The theoretical yield of mannitol produced by heterofermentative lactic acid bacteria is 66.7 mol% due to 33.3 mol% of sugar is utilized for co-factor regeneration. At optimal conditions, per mol of glucose fermented and 2 mols of fructose are completely reduced to mannitol. The carbohydrate sources for mannitol fermentation of heterofermentative lactic acid bacteria were fructose and glucose in a ratio of 2:1 (Wisselink et al. 2002). For some Lactobacilli, the growth rate on fructose is higher than on glucose, and fructose was phosphorylated into fructose-6-phosphate by fructokinase (FK). Then the regeneration of NAD+ must be achieved by using an alternative electron acceptor. Therefore the fructose is simultaneously reduced to mannitol by mannitol dehydrogenase, and one mol of fructose catalyzed the net production of 1 mol of NAD+. Thus, production of a high yield of mannitol requires sufficient NADH to direct the fructose flux toward the mannitol synthesis pathway, so nicotinic acid (NA) was added in fermentation medium to manipulate the intracellular pool of NADH. The specific activity of MDH was consistently increased with the intracellular NADH level and the mannitol overall yield was increased from 0.69 to 0.95 g/g (Zhang et al. 2017). It was demonstrated that manganese ion plays a central role in the production of reducing power NADH and is, therefore, essential for cellular functions and more important for transportation and reduction of fructose.
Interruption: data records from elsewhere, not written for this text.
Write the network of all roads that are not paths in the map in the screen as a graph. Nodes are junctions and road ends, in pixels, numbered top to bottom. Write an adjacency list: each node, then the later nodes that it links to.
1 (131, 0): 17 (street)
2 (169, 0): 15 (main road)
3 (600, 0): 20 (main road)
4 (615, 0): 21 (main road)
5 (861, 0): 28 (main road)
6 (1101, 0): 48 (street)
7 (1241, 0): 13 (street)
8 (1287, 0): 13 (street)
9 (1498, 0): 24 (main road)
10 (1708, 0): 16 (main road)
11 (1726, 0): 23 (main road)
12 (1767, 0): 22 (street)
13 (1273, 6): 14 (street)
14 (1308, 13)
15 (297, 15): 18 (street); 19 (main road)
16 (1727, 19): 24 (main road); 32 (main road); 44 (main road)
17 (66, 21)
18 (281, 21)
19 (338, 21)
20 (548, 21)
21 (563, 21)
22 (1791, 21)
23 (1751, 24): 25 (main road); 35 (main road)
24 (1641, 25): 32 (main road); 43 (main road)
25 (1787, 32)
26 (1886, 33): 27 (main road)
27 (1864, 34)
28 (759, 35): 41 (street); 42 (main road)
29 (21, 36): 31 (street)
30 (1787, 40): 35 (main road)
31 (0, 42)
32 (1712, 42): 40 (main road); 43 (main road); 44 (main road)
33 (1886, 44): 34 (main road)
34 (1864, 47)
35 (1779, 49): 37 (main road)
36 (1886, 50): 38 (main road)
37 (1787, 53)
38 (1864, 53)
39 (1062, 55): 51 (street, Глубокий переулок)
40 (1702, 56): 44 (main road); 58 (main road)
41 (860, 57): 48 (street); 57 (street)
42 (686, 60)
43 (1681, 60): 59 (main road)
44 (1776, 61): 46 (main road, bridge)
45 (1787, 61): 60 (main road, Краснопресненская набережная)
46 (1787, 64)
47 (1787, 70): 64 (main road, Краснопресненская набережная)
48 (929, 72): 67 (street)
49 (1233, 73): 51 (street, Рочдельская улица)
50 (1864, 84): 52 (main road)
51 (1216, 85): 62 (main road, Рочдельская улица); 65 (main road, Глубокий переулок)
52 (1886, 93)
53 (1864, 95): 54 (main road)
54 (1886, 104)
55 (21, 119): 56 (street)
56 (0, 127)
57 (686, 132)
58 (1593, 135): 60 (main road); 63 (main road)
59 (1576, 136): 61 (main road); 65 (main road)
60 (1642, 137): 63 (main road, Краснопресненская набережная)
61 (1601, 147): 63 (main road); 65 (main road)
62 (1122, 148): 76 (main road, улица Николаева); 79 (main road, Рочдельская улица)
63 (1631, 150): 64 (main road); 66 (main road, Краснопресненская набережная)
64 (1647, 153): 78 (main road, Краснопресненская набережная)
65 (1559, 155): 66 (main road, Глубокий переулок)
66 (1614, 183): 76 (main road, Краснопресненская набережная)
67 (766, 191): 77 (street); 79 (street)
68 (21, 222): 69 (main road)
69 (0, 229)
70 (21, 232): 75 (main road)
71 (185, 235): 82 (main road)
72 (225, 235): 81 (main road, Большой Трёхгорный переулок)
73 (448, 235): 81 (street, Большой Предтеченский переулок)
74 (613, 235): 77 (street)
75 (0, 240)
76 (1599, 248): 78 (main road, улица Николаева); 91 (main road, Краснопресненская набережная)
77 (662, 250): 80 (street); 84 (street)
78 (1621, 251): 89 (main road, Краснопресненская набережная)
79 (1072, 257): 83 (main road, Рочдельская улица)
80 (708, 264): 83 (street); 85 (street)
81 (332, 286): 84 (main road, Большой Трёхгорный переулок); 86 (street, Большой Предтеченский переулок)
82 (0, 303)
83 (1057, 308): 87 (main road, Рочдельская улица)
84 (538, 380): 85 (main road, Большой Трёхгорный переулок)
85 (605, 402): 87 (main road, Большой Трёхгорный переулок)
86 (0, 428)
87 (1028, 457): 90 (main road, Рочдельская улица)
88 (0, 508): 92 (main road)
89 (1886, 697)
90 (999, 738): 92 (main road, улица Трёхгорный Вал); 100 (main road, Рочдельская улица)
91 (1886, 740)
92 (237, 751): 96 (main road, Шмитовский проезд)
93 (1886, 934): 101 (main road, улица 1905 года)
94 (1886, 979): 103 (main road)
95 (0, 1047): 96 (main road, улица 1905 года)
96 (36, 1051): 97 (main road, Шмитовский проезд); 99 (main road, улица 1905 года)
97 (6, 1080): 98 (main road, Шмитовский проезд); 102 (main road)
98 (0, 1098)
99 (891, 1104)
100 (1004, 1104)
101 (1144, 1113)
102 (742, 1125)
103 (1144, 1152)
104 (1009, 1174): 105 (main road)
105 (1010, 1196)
Addition of trace amount of 0.033 g/L manganese sulfate into fermentation medium resulted in the production of 200.6 g mannitol by Lactobacillus intermedius NRRL B-3693, during which the mannitol yield has reached its theoretical value of 0.67 (Saha et al. 2006a, b, c). The yield of mannitol during microbial fermentation has been reported to be increased after the addition of certain minerals, such as Ca2+ and Cu2+. The ion of Ca2+ can alter the permeability of cells to mannitol, and the Cu2+ can increase the activity of MDH, which was responsible for mannitol biosynthesis. A final mannitol production with C. magnoliae HH-01 yeast reached 223 g/L when fructose-glucose medium was supplemented with Ca2+ and Cu2+ (Meng et al. 2017). Likewise, addition of Ca2+ has successfully enhanced the mannitol production from glycerol in C. azyma (Yoshikawa et al. 2014).

Future prospects

Microbial fermentation is a promising approach for mannitol production with high yield, which could not be achieved by chemical or enzyme methods. Research on the utilization of low-cost substrates, strain development and process regulation strategies makes it possible to produce mannitol in an economic way. However, when using low-cost substrates, the mannitol concentration was much lower than that using fructose, which might be caused by the low efficiency in conversion of substrates into the precursor of mannitol. Therefore, further work in improving the utilization of low-cost substrate should be considered. Besides, it seems that LAB is a suitable cell factory for mannitol production, while the technology absence in inactivation genes of LAB has limited its further improvement in mannitol yield. Development in genetic tools for manipulation of LAB metabolic pathway, especially the metabolic flux of reducing cofactors, is also a potential way to obtain high yield of mannitol, while the safety of mannitol produced by genetically engineered producers could be of concerns. Combined strategies in using low-cost substrate, strain development and process regulation should be used to improve process efficiency.